Work to be completed =
In the entries, find all lines that hold the word "roads" and copy them.

Stored data entries:

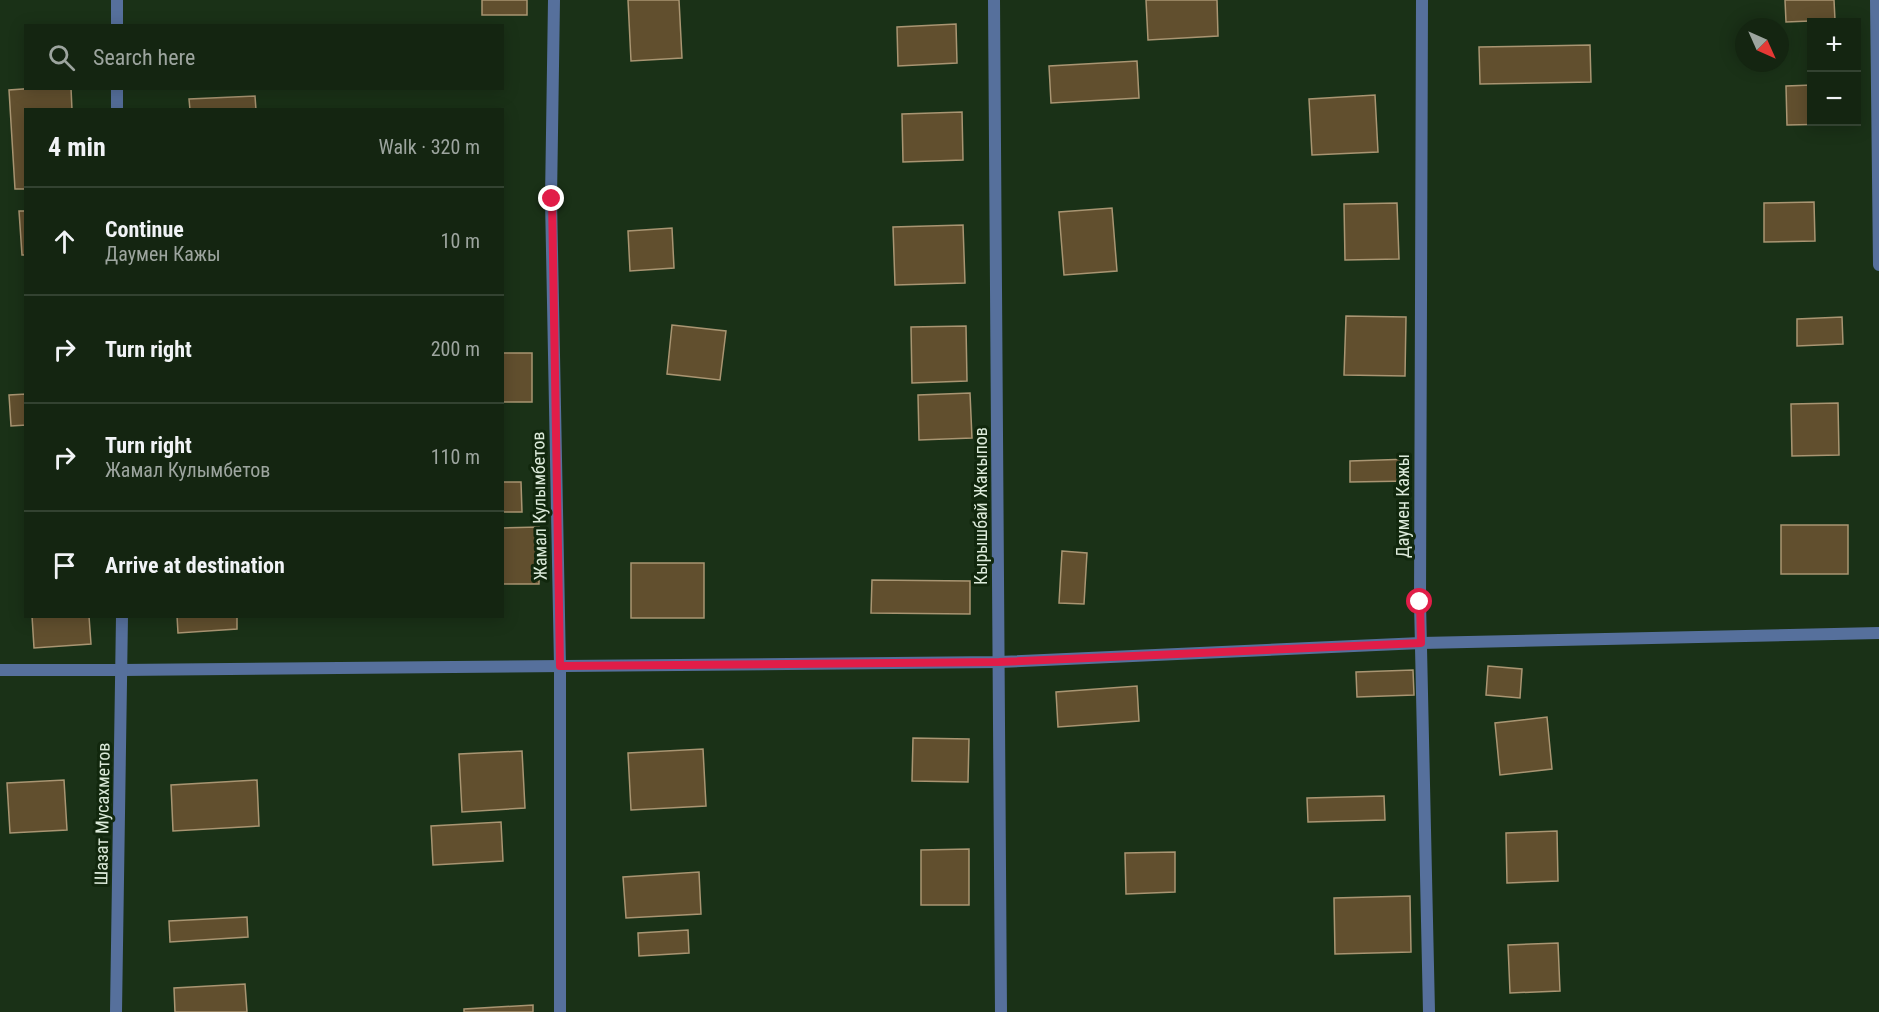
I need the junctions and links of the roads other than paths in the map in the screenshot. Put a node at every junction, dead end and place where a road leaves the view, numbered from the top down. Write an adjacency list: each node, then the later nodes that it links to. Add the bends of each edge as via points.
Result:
1 (117, 0): 6 (street)
2 (554, 0): 14 (street, Жамал Кулымбетов, via 552,199)
3 (994, 0): 13 (street, Кырышбай Жакыпов)
4 (1422, 0): 12 (street, Даумен Кажы)
5 (1876, 0): 9 (street)
6 (117, 24)
7 (117, 90): 8 (street)
8 (117, 108)
9 (1879, 266)
10 (122, 618): 16 (street, Шазат Мусахметов)
11 (1879, 633): 12 (street)
12 (1421, 643): 13 (street); 20 (street, Даумен Кажы)
13 (999, 662): 14 (street); 19 (street, Кырышбай Жакыпов)
14 (560, 666): 16 (street); 18 (street, Жамал Кулымбетов)
15 (0, 670): 16 (street)
16 (122, 670): 17 (street, Шазат Мусахметов)
17 (116, 1012)
18 (560, 1012)
19 (1001, 1012)
20 (1429, 1012)

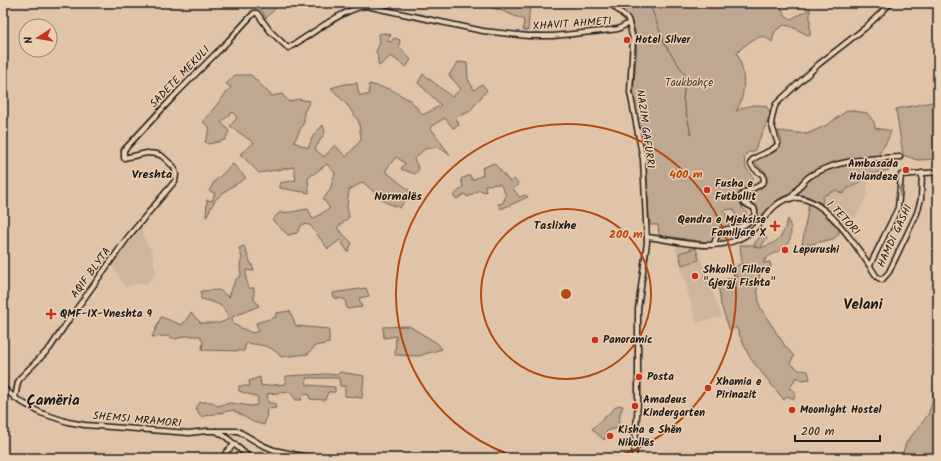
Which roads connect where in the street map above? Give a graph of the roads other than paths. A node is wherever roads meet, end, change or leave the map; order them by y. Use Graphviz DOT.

The completed task =
I need the junctions and links of the roads other than paths in the map in the screenshot. Put a node at every junction, dead end and place where a road leaves the view, numbered from the top down. Write an adjacency list: each node, then the later nodes that it links to. Add the bends of each edge as via points.
Which roads connect where in the street map above? Give a graph of the roads other than paths. A node is wherever roads meet, end, change or leave the map; order them by y. Use Graphviz DOT.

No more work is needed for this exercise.